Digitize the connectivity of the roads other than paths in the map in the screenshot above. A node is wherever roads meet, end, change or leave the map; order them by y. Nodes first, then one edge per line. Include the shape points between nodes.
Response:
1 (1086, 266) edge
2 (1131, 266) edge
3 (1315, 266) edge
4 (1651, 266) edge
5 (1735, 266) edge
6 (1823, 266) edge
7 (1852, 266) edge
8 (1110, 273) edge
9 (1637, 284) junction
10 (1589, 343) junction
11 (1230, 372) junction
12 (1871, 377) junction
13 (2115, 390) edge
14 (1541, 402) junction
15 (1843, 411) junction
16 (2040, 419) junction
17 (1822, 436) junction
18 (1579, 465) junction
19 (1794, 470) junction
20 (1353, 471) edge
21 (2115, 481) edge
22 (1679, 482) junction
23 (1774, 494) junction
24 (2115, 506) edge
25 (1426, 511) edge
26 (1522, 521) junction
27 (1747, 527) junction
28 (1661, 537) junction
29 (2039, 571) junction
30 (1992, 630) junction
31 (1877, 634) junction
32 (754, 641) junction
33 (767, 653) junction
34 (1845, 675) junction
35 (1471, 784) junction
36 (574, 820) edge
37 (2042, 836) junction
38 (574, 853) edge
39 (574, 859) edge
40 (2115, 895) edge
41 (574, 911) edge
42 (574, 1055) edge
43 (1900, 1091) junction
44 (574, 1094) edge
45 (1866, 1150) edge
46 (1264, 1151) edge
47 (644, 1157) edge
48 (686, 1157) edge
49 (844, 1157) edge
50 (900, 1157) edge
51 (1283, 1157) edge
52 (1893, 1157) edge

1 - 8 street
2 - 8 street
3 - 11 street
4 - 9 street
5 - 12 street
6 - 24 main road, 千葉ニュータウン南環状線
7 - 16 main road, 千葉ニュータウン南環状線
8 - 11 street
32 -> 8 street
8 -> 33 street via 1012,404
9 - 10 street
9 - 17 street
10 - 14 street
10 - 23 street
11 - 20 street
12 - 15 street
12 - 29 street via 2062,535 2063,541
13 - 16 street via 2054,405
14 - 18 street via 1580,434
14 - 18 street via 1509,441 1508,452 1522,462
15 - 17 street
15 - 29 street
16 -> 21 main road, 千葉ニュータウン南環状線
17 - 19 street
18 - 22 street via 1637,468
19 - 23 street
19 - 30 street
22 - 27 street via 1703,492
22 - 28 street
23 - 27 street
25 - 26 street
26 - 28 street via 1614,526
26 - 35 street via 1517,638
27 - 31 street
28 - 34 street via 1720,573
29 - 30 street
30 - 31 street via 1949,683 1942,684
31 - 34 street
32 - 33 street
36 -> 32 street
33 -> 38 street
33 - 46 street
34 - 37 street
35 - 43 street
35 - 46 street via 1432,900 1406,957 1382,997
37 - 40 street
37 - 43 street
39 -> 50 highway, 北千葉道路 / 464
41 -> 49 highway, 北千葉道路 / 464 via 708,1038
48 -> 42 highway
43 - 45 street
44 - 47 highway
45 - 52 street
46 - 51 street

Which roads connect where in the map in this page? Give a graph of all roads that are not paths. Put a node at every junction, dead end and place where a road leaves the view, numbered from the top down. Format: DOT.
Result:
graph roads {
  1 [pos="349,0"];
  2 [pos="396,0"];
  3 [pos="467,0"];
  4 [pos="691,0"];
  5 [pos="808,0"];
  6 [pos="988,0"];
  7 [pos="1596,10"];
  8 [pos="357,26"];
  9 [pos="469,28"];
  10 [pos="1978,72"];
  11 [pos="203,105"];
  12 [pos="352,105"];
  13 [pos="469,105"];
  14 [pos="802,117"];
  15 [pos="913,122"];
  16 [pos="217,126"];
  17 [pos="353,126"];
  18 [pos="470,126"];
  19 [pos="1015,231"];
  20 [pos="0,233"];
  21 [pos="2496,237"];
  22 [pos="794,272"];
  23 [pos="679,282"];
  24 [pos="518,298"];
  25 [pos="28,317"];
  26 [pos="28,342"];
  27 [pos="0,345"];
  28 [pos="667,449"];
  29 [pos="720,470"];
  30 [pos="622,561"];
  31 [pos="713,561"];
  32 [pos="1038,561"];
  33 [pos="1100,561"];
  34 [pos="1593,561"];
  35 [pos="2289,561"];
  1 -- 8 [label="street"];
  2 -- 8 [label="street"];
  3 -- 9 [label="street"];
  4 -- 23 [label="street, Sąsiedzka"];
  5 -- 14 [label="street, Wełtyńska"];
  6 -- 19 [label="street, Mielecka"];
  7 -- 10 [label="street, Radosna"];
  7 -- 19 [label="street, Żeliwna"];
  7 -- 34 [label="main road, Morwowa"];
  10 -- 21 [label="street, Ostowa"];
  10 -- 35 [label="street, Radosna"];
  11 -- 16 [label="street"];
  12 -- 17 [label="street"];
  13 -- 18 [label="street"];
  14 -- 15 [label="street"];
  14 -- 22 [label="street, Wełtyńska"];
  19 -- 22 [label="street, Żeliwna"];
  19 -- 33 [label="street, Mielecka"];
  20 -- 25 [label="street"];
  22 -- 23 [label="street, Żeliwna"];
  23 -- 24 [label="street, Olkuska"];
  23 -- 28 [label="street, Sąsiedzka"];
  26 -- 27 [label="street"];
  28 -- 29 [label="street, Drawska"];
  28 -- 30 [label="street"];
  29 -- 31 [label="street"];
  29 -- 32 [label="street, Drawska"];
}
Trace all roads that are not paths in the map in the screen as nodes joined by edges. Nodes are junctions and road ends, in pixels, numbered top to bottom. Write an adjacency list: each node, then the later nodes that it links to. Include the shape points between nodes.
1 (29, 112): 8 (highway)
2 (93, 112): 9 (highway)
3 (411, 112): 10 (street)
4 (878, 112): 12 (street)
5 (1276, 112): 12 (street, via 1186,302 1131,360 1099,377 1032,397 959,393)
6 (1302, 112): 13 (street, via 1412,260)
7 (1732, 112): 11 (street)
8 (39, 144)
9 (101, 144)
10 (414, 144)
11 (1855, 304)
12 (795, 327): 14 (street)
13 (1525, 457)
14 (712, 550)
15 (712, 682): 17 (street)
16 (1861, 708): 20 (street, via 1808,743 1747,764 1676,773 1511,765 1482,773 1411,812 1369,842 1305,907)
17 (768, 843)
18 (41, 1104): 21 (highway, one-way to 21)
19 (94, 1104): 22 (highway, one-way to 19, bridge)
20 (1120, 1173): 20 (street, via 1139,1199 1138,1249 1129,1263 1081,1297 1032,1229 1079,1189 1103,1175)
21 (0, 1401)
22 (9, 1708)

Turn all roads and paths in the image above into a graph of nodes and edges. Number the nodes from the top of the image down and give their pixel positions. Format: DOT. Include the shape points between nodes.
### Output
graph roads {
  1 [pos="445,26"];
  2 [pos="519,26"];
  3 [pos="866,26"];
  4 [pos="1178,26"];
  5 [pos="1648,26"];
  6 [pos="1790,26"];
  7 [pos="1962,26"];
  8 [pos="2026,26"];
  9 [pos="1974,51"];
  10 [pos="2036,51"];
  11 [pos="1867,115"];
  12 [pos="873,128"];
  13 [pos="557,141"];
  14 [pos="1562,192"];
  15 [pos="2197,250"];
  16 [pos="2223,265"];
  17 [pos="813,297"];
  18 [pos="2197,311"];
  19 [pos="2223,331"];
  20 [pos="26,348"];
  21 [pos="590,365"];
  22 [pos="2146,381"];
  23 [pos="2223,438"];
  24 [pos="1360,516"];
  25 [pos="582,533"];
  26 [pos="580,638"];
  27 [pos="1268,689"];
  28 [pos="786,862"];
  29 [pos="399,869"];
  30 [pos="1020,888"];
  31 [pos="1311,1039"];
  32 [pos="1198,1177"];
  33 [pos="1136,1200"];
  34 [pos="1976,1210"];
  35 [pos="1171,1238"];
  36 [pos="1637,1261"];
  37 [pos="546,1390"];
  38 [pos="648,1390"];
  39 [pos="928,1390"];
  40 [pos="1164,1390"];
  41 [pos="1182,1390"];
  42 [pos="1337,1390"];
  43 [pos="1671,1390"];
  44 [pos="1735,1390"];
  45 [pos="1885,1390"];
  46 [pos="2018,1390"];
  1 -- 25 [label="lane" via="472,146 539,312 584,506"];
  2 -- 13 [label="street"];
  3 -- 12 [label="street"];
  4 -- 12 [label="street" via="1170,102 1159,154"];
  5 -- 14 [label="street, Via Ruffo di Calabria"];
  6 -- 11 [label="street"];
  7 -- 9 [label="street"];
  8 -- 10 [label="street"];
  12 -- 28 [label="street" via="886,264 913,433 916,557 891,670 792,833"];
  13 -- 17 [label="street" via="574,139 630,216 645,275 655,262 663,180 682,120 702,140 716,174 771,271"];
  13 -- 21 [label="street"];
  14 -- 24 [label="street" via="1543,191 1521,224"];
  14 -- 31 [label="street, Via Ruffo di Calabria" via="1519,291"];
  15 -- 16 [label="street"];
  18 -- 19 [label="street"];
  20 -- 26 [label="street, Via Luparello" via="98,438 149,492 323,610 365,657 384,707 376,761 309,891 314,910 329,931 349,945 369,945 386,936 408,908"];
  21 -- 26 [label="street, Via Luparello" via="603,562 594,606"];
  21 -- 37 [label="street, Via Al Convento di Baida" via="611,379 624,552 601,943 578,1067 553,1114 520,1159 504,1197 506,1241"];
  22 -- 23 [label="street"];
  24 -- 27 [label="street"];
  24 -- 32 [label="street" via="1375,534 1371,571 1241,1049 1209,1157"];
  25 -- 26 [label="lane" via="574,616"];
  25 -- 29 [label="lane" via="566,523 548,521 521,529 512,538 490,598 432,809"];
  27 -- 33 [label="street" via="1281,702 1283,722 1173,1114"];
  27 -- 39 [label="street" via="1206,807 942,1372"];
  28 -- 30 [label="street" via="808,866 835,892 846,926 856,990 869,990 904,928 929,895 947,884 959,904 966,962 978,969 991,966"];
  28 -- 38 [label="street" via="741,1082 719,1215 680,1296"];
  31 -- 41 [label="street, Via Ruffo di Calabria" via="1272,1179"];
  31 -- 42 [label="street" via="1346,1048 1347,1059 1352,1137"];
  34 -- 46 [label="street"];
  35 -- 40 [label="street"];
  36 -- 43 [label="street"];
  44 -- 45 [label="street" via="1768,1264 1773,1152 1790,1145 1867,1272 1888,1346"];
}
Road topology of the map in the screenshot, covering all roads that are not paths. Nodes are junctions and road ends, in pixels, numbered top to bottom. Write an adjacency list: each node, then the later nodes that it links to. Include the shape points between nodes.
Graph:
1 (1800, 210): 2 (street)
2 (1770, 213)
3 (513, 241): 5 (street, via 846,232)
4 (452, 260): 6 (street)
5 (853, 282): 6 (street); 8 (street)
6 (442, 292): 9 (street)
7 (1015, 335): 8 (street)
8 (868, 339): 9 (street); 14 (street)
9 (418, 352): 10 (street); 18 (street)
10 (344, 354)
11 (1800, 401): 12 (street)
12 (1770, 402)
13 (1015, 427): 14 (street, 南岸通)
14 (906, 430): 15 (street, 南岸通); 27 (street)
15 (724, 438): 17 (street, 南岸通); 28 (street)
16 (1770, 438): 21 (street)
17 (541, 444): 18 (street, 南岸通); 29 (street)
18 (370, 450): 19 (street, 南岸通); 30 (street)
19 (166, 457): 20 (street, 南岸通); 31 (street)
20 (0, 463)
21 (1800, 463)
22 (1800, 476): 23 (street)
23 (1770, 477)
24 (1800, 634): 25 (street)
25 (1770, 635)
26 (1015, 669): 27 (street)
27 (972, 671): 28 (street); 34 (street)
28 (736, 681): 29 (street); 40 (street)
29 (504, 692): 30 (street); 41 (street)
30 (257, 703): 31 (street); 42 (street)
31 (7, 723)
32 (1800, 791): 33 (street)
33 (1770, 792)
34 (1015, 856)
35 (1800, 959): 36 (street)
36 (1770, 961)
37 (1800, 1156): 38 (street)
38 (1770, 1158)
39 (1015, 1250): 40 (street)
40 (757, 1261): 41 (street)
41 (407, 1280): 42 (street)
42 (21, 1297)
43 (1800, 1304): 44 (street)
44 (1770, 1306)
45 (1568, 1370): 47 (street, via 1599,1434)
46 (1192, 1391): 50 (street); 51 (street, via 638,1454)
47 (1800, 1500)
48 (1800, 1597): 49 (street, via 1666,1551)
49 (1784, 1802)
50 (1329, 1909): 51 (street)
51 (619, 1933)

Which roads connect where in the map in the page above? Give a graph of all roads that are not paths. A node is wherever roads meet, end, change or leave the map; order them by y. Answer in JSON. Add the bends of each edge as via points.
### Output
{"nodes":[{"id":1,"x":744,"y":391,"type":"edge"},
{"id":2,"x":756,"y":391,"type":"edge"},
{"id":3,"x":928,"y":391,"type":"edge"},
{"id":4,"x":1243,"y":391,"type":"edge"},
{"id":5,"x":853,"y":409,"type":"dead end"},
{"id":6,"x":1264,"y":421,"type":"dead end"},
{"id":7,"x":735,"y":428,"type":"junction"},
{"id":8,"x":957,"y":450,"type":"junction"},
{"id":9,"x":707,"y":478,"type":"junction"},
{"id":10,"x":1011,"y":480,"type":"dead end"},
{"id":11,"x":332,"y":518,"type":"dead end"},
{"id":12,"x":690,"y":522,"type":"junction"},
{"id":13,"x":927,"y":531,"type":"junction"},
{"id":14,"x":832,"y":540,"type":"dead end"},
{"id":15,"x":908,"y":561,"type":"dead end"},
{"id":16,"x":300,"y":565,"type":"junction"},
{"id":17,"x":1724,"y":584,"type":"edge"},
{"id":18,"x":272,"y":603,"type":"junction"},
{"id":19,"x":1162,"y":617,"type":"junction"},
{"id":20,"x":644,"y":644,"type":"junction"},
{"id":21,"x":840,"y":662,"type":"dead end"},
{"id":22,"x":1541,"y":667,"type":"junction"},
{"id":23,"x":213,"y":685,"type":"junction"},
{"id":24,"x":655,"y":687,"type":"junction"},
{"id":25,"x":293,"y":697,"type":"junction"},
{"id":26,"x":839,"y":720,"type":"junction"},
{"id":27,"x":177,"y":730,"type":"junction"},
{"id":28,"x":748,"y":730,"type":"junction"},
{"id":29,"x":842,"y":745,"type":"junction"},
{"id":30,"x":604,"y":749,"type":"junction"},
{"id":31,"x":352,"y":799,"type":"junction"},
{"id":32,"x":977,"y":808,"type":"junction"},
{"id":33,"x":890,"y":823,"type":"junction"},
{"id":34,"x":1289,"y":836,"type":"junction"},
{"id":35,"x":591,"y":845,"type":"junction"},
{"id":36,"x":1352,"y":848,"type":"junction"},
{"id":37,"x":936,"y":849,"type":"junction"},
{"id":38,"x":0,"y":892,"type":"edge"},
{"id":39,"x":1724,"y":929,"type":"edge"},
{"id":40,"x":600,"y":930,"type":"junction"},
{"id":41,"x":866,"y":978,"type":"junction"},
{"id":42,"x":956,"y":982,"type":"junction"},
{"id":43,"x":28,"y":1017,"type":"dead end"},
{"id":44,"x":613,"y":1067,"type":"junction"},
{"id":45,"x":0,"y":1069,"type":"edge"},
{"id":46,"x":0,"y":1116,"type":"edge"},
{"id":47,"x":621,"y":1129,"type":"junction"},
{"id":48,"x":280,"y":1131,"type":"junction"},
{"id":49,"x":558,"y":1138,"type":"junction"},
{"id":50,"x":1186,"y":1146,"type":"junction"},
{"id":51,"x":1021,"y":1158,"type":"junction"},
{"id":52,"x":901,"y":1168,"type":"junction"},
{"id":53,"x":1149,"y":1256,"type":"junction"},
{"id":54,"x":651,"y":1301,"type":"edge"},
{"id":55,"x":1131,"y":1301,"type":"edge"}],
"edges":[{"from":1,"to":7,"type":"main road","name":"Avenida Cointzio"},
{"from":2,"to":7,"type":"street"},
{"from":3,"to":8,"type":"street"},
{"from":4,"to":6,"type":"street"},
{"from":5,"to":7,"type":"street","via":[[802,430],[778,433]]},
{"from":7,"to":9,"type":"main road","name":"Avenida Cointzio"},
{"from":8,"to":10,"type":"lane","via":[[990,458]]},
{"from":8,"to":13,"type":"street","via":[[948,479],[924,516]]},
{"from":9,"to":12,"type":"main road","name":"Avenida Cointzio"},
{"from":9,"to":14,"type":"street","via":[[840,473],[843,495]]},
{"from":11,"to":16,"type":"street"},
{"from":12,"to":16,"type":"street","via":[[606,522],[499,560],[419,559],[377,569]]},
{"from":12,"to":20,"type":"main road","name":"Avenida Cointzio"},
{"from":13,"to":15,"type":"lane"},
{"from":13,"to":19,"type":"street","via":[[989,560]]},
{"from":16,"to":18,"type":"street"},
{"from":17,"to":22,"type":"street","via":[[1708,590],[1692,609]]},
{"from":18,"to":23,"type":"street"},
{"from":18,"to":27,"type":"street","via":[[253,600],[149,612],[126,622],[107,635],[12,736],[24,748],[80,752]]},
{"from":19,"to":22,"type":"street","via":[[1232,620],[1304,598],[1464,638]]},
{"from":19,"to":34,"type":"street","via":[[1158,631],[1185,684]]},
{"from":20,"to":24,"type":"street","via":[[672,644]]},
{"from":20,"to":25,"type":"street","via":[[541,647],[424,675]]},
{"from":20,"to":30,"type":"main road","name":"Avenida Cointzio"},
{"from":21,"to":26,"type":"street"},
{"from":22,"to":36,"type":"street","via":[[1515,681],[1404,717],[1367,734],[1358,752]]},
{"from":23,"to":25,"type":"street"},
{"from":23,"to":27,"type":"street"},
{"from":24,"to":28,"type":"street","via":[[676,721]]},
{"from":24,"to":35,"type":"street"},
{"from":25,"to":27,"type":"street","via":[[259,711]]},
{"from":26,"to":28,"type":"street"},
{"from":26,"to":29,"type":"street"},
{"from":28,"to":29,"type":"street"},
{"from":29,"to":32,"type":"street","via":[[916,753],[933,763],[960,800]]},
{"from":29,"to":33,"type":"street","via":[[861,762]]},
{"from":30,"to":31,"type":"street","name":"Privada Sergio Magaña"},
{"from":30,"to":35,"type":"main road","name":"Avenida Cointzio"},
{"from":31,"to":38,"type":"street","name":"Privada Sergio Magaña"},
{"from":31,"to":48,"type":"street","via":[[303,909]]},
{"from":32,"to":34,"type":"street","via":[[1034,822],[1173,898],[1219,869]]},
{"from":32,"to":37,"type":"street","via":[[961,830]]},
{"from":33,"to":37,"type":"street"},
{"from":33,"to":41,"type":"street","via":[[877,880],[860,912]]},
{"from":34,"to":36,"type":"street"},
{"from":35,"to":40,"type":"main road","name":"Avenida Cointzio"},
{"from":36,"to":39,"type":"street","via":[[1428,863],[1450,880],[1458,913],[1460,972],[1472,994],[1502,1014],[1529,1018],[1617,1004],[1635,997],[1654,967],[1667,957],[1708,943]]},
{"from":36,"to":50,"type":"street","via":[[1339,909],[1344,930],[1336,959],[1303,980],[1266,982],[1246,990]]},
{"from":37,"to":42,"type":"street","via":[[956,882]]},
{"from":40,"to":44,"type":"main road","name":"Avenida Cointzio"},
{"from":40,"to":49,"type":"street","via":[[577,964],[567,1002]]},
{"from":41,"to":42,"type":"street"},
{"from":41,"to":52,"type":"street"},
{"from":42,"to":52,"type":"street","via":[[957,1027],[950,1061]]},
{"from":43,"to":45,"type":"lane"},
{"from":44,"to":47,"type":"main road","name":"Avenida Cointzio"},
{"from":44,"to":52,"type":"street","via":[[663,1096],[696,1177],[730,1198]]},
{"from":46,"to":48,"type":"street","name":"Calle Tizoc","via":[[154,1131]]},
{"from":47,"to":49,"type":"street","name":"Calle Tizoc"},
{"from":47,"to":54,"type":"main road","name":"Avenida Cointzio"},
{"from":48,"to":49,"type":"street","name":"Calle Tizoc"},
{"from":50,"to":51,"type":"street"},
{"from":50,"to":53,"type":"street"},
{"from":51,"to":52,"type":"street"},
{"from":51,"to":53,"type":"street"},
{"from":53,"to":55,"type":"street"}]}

━━━━━━

> [TASK GOAL]:
In the material above, find each line containing the word "that" and copy it.

> [RESULT FOR THIS TASK]:
Which roads connect where in the map in this page? Give a graph of all roads that are not paths. Put a node at every junction, dead end and place where a road leaves the view, numbered from the top down. Format: DOT.
Trace all roads that are not paths in the map in the screen as nodes joined by edges. Nodes are junctions and road ends, in pixels, numbered top to bottom. Write an adjacency list: each node, then the later nodes that it links to. Include the shape points between nodes.
Road topology of the map in the screenshot, covering all roads that are not paths. Nodes are junctions and road ends, in pixels, numbered top to bottom. Write an adjacency list: each node, then the later nodes that it links to. Include the shape points between nodes.
Which roads connect where in the map in the page above? Give a graph of all roads that are not paths. A node is wherever roads meet, end, change or leave the map; order them by y. Answer in JSON. Add the bends of each edge as via points.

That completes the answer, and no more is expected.